*** Opening AVAILABLE DATA ***

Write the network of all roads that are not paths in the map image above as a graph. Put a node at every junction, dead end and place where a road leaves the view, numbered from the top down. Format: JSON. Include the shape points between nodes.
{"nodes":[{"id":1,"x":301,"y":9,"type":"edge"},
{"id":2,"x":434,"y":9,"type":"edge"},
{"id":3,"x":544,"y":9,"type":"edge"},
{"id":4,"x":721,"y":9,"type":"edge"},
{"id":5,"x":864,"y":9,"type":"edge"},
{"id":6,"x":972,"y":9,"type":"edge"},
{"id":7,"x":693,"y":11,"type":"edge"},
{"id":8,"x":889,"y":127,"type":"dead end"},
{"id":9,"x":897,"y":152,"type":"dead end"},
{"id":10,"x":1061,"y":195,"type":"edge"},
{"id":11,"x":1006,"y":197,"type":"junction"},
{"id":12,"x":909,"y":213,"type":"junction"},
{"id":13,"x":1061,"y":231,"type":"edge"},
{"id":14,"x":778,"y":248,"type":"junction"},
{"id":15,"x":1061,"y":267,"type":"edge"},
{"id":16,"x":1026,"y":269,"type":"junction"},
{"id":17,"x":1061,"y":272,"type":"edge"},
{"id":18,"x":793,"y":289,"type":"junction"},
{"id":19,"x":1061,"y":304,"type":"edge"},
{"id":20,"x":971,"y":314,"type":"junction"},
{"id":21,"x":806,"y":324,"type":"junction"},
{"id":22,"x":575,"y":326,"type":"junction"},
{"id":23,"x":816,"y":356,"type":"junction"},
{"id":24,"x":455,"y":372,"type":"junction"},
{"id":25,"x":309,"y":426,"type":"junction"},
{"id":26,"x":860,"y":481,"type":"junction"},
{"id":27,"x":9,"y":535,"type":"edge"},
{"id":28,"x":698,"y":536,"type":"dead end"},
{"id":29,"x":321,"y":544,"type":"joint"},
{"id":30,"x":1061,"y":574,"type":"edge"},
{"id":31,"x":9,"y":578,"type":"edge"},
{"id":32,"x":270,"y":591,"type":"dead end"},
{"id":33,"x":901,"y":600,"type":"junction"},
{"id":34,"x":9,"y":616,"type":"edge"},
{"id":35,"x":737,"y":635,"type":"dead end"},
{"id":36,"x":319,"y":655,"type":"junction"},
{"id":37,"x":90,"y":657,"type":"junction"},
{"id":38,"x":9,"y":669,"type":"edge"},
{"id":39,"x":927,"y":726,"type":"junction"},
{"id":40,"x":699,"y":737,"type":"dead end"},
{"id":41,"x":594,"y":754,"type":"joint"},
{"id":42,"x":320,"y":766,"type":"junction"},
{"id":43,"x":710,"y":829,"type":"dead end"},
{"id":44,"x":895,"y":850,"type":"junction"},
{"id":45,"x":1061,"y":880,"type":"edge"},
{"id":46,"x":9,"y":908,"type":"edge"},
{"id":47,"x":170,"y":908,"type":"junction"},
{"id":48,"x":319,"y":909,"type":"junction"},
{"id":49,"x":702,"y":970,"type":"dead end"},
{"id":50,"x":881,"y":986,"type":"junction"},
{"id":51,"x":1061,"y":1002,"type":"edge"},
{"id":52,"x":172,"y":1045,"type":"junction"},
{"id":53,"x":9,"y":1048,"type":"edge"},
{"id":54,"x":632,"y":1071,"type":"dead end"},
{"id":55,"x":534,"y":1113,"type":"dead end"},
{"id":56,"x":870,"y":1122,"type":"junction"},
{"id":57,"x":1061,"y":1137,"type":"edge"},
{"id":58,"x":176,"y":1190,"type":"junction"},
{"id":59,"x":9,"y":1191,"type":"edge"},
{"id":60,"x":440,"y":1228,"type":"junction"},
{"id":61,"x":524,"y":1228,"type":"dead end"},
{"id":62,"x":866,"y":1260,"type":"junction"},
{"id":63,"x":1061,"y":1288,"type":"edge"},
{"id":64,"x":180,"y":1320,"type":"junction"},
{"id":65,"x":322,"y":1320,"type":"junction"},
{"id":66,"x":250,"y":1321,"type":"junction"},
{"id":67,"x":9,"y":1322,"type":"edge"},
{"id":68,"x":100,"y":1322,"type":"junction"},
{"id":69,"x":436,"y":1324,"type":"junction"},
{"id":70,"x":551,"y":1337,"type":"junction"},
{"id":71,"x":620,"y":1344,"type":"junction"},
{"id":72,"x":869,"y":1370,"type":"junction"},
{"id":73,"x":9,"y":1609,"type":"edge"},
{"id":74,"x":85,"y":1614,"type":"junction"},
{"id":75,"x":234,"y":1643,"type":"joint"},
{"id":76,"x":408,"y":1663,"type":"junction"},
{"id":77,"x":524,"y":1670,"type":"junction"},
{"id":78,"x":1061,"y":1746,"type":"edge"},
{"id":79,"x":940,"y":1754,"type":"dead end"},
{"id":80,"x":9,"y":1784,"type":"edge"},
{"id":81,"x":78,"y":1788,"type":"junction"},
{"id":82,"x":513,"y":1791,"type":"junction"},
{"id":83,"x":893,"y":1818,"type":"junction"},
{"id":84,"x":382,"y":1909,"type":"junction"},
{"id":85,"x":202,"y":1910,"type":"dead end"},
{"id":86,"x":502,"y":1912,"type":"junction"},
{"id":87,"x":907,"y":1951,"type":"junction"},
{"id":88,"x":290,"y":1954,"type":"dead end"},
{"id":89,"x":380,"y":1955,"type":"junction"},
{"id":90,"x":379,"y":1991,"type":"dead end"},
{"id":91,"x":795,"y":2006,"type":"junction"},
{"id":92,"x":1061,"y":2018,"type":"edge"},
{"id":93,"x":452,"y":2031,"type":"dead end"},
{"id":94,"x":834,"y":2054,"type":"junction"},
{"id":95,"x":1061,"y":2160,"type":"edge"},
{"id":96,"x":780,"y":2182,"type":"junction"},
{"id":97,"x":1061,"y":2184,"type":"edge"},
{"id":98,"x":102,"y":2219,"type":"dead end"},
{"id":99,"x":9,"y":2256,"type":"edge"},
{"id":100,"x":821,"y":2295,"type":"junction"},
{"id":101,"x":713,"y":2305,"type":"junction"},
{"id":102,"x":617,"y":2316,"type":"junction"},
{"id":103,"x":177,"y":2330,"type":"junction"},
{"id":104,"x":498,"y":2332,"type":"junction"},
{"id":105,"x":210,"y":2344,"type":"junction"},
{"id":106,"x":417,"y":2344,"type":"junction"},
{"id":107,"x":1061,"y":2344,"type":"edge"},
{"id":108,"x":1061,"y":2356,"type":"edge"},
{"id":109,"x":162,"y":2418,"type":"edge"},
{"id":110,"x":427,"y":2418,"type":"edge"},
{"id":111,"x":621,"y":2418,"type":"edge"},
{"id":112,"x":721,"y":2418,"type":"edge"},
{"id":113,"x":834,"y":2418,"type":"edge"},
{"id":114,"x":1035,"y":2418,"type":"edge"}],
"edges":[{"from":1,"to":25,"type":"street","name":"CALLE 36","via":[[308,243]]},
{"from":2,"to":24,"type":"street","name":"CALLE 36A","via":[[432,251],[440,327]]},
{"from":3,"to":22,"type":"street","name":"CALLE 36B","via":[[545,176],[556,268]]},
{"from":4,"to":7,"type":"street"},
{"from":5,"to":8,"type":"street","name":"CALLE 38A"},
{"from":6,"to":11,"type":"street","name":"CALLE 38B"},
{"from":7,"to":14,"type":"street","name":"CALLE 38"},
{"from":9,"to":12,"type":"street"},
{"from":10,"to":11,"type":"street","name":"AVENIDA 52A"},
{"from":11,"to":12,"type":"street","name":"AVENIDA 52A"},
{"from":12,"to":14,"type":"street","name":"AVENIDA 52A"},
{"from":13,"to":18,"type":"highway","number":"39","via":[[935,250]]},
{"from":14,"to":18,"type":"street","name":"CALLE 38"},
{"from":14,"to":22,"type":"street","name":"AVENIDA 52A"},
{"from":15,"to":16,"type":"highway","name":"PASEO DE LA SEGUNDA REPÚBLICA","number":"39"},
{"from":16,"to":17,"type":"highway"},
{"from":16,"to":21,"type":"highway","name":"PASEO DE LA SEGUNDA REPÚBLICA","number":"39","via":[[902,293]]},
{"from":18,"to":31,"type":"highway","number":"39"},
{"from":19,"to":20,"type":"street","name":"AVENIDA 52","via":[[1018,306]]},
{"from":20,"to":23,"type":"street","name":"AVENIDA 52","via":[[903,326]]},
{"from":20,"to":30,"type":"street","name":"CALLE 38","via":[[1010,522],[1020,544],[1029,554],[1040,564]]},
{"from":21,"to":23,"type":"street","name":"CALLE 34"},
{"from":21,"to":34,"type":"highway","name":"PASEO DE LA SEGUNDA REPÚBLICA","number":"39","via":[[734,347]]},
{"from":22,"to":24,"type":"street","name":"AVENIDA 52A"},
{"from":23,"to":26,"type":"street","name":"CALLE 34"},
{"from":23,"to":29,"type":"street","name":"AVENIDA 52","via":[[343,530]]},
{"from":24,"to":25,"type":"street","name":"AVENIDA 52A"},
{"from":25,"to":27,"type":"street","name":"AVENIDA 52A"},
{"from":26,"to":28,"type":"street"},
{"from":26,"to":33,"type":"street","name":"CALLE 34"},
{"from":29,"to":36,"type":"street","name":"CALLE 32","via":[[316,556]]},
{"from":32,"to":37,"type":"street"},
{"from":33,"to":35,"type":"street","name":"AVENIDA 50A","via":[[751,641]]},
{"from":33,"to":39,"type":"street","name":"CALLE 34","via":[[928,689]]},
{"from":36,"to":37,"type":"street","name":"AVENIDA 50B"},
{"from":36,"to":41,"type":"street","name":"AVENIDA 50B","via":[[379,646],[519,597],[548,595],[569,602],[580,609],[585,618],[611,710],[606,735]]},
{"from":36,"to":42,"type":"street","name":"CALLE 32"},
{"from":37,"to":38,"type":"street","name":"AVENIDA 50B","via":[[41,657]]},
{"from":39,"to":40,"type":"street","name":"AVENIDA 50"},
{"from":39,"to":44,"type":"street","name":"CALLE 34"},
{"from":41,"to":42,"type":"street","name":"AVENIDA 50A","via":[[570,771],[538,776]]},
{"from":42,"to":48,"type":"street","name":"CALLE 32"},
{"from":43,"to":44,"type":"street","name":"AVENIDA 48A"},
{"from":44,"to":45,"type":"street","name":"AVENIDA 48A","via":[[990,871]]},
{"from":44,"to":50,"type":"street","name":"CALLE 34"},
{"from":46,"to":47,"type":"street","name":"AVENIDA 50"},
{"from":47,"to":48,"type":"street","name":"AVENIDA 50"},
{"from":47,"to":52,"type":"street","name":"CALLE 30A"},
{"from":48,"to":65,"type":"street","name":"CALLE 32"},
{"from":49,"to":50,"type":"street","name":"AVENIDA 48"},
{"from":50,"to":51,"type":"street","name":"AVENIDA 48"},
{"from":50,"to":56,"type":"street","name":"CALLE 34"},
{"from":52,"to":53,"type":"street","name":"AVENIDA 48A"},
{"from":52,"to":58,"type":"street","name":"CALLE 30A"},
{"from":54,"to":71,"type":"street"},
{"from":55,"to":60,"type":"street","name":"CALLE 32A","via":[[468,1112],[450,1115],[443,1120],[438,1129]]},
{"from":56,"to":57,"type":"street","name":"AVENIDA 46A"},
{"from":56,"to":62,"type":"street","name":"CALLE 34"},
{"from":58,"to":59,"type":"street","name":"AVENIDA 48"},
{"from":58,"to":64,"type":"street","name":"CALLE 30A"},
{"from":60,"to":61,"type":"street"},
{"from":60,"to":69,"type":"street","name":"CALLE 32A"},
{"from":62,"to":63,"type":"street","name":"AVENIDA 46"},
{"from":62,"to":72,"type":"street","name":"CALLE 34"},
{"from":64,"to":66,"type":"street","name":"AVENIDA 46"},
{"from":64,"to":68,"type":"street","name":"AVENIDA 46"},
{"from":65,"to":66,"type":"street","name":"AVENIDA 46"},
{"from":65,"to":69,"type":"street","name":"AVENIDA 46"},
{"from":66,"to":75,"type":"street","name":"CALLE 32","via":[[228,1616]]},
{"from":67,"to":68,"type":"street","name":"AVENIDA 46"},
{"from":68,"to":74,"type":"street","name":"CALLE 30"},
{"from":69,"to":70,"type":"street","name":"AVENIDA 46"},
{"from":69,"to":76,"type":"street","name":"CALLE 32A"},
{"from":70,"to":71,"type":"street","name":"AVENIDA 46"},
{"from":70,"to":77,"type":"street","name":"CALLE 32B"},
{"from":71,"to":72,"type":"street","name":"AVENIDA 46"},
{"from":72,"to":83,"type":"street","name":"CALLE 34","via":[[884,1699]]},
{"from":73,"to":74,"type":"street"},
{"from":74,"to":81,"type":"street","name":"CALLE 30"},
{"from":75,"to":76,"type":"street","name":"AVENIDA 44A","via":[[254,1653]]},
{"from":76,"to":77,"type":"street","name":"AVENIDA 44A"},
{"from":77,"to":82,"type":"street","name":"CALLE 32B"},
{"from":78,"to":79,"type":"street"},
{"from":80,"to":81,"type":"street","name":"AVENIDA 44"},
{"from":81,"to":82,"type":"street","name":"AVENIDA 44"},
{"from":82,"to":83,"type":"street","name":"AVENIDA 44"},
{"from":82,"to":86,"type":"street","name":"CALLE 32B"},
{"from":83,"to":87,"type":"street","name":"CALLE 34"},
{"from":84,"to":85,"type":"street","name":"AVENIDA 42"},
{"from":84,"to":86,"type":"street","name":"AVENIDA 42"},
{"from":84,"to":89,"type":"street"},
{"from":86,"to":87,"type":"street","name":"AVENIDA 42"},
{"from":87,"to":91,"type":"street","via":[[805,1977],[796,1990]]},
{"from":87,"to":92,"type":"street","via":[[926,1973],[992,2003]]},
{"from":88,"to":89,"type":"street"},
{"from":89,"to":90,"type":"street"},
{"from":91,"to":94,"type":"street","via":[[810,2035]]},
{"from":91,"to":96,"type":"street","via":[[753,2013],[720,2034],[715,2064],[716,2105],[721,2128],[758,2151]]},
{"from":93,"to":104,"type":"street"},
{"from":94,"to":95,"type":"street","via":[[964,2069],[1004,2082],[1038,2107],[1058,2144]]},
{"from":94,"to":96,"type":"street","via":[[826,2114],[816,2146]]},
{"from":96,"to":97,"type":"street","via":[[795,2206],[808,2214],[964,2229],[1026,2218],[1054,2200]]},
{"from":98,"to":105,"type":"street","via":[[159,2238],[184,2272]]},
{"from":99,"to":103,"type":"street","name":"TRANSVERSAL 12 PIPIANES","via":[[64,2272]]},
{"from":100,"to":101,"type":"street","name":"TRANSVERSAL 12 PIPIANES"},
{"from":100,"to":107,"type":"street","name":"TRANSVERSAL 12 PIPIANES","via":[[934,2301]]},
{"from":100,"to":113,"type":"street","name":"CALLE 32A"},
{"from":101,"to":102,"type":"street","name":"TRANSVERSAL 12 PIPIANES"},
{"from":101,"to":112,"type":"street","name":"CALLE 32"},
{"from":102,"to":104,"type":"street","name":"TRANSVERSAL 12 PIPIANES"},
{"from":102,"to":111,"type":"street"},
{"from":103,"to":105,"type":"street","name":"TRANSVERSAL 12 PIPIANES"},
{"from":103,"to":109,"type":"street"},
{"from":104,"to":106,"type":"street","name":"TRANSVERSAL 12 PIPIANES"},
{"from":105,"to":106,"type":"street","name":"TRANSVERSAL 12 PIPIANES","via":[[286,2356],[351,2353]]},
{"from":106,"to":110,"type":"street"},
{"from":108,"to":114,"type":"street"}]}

*** Closing AVAILABLE DATA ***
*** Opening AVAILABLE DATA ***

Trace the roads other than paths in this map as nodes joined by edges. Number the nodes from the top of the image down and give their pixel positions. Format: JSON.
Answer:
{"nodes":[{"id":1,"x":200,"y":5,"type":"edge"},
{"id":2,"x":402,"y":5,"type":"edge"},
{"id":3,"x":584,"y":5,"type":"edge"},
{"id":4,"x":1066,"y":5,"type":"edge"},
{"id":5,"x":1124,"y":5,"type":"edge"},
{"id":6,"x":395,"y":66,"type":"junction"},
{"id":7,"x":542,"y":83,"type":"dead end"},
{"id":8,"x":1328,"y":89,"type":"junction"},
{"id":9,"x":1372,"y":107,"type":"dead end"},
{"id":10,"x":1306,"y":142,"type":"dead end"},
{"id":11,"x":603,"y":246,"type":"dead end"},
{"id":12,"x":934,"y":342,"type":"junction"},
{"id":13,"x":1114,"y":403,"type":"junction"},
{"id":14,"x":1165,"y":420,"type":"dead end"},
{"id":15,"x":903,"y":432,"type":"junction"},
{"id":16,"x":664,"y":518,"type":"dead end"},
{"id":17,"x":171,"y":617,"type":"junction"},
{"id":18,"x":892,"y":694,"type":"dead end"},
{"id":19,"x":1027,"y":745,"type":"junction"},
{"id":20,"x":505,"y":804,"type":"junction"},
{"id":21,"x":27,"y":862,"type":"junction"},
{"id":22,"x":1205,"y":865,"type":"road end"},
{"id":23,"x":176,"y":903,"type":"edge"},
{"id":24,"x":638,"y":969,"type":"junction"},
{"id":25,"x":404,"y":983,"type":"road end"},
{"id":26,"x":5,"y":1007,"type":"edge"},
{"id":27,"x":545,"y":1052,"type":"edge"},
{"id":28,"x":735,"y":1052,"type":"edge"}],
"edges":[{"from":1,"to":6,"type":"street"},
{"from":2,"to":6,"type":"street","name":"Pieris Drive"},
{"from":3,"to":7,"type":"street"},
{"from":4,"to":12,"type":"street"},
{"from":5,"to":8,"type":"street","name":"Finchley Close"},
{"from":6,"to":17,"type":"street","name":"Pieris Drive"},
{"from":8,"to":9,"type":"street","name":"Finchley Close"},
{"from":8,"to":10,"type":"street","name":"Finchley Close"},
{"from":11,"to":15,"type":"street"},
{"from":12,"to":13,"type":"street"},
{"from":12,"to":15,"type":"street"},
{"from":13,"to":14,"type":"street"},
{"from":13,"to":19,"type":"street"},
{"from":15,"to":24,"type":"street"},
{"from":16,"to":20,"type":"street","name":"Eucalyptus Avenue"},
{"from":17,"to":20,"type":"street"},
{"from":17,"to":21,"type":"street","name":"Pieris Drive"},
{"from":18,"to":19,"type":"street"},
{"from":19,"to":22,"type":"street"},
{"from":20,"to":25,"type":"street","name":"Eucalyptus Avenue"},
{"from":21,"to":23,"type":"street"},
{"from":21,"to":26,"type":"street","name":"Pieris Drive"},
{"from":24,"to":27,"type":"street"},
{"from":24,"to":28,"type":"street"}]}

*** Closing AVAILABLE DATA ***

EXERCISE OBJECTIVE
Copy out every line of the material above that contains the string "Close".

THE ANSWER
{"from":5,"to":8,"type":"street","name":"Finchley Close"},
{"from":8,"to":9,"type":"street","name":"Finchley Close"},
{"from":8,"to":10,"type":"street","name":"Finchley Close"},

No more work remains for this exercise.